翌朝、校門をくぐって昇降口までを歩いていたとき、後ろから抱きつかれた。

「だーれだ?」と高い声が続く。

「……入野」

「ブッブー。残念でした」

聞き慣れた声が聞こえたあと、腕が解かれた。

彼女は隣に着き、「あかねでした」と笑う。

「入野って、他のやつにもこういうことしてるのか?」

「……なんで?」

「入野みたいなやつのこういう一面って、好きなやつは好きなんだろうなと思って」

「ふうん。
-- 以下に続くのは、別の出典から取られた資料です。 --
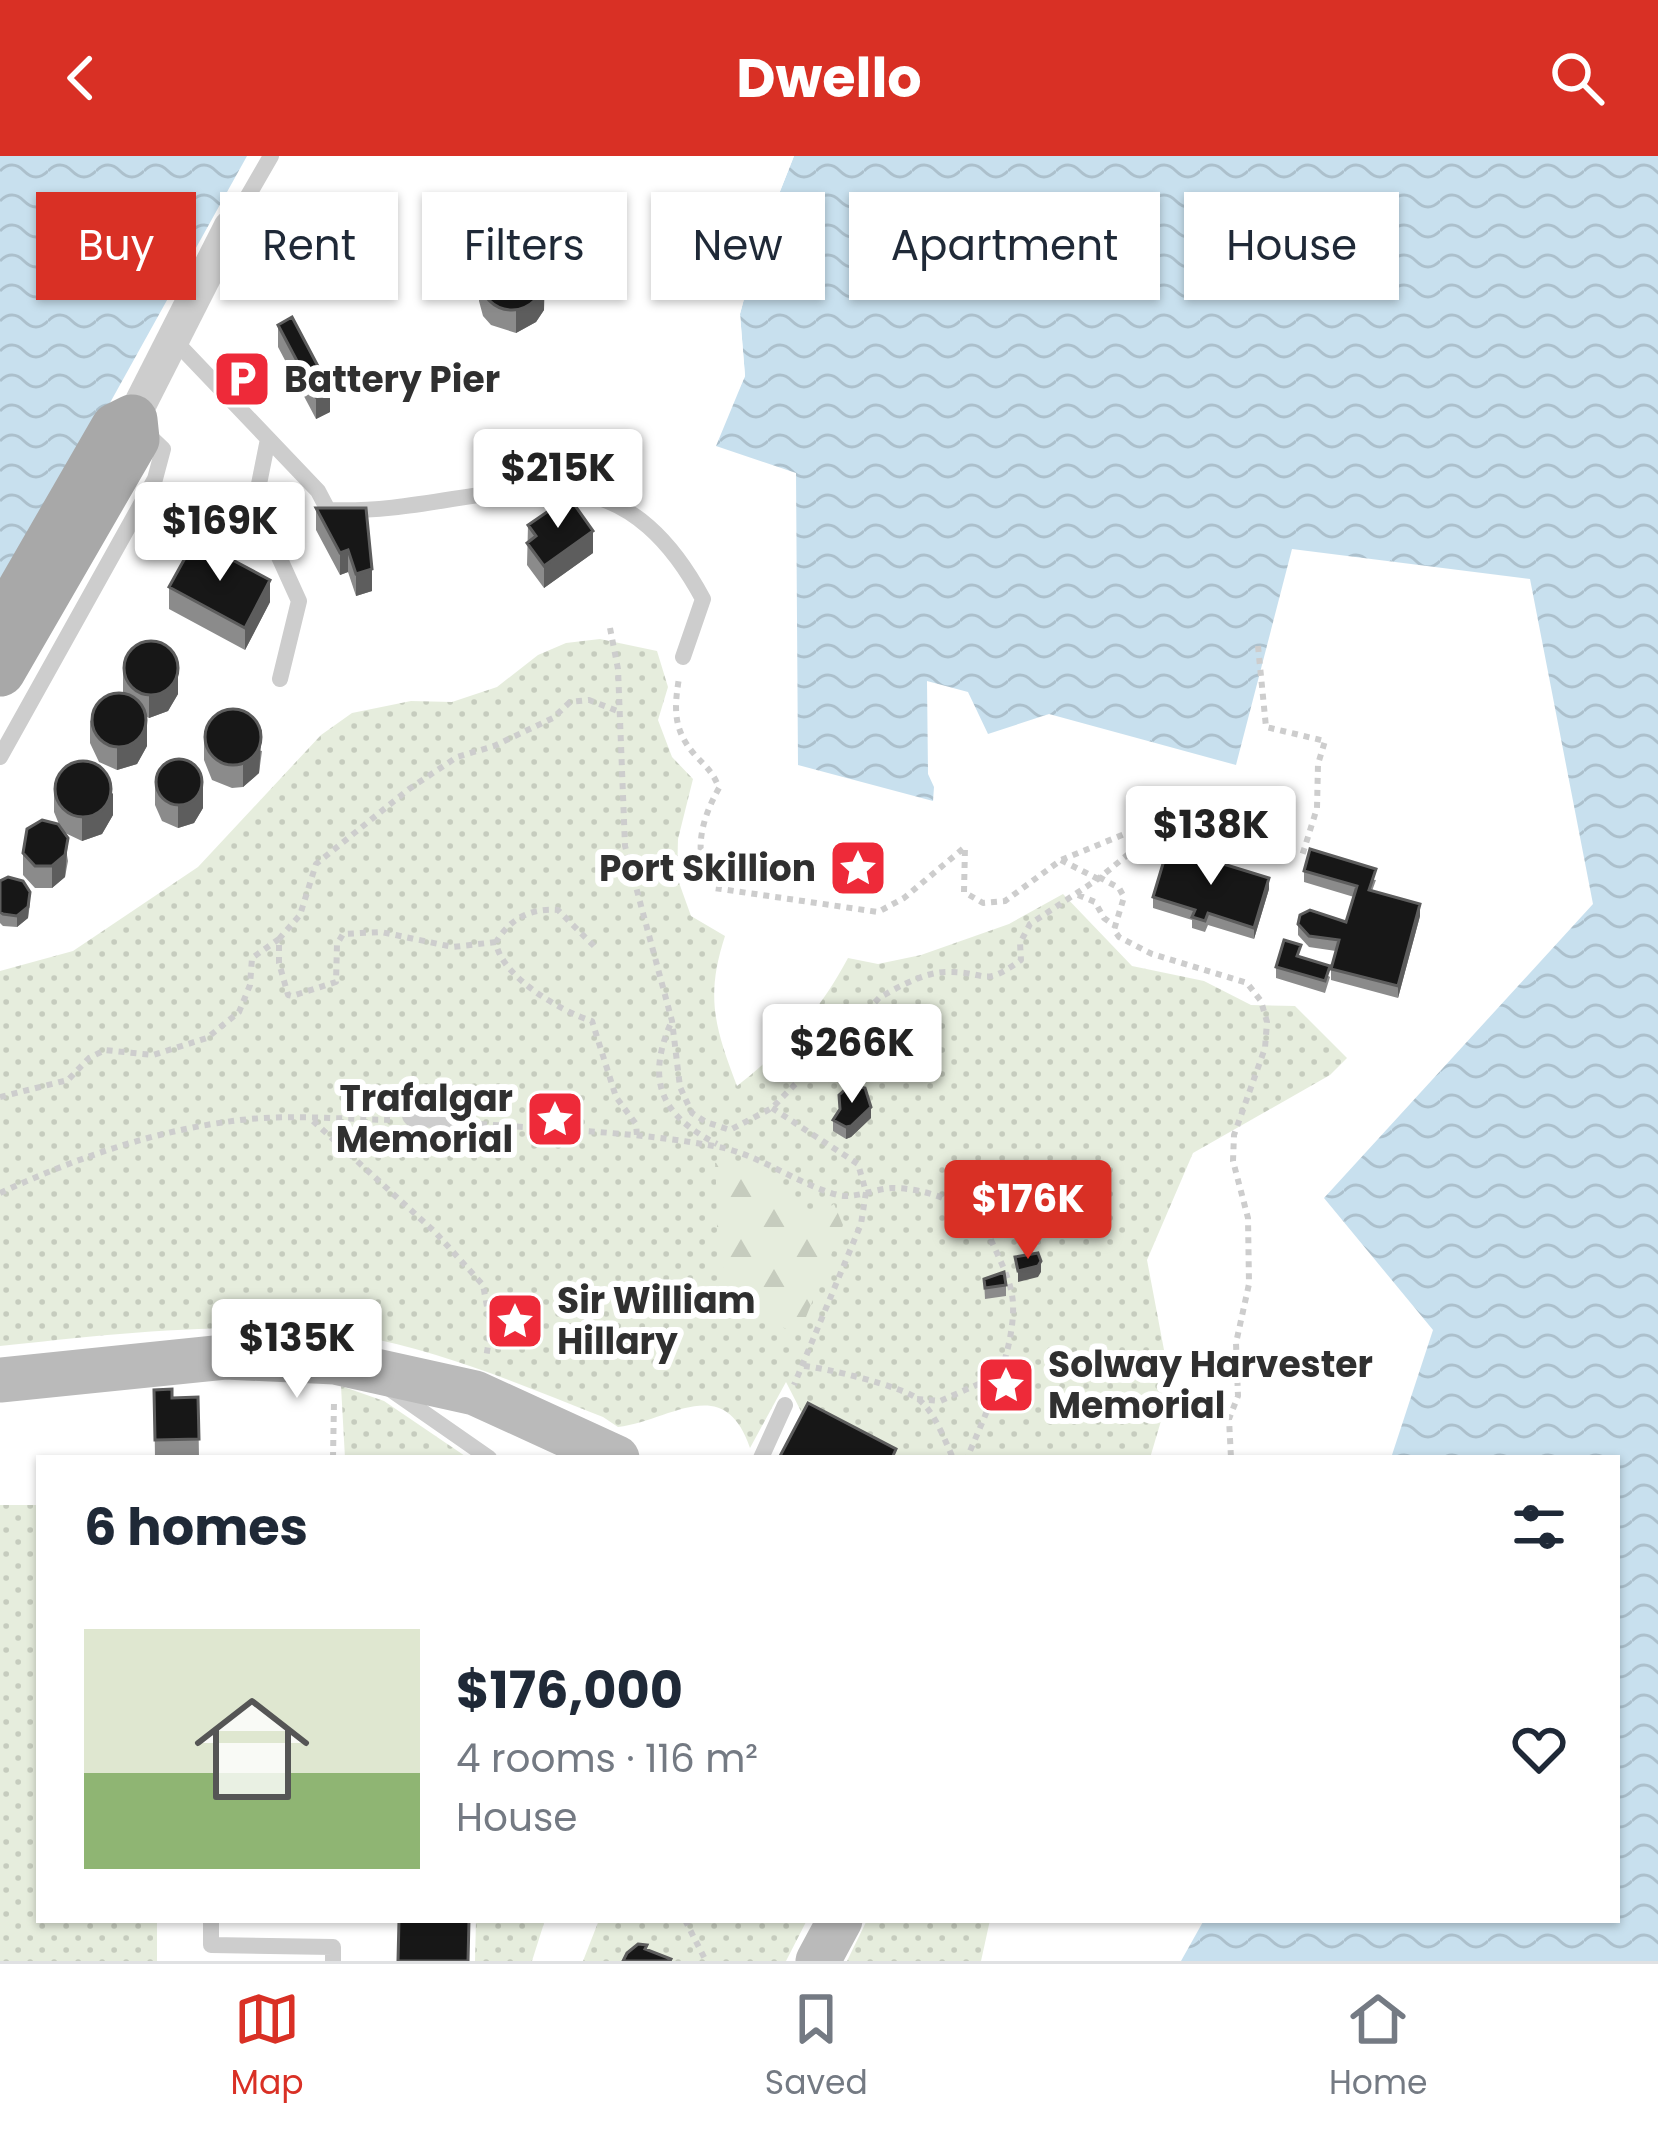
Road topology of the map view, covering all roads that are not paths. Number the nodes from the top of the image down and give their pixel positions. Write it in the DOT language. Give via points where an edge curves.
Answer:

でもこんなこと、紫藤にしかしないよ」

「へえ」

「紫藤はわたしみたいなやつのこういう一面は好きじゃないの?」

「別になんとも思わない」

「そうなんだ」

つまんないの、と入野は天を仰いだ。

「あっ」と小さく声を出し、「飛行機雲だ」と視線の先を指で示した。

入野の指の先には、長い飛行機雲が確認できた。

「今日ちょっと寒いからな」

「雨降るかもね。傘持ってないけど」

「置き傘くらい用意しておけよ。女だろ」

「前回使ってから持ってくるの忘れてるの」

「馬鹿なのか。前回雨降ったのだいぶ前だぞ」

うるさいと拗ねたような声とともに背を殴られた。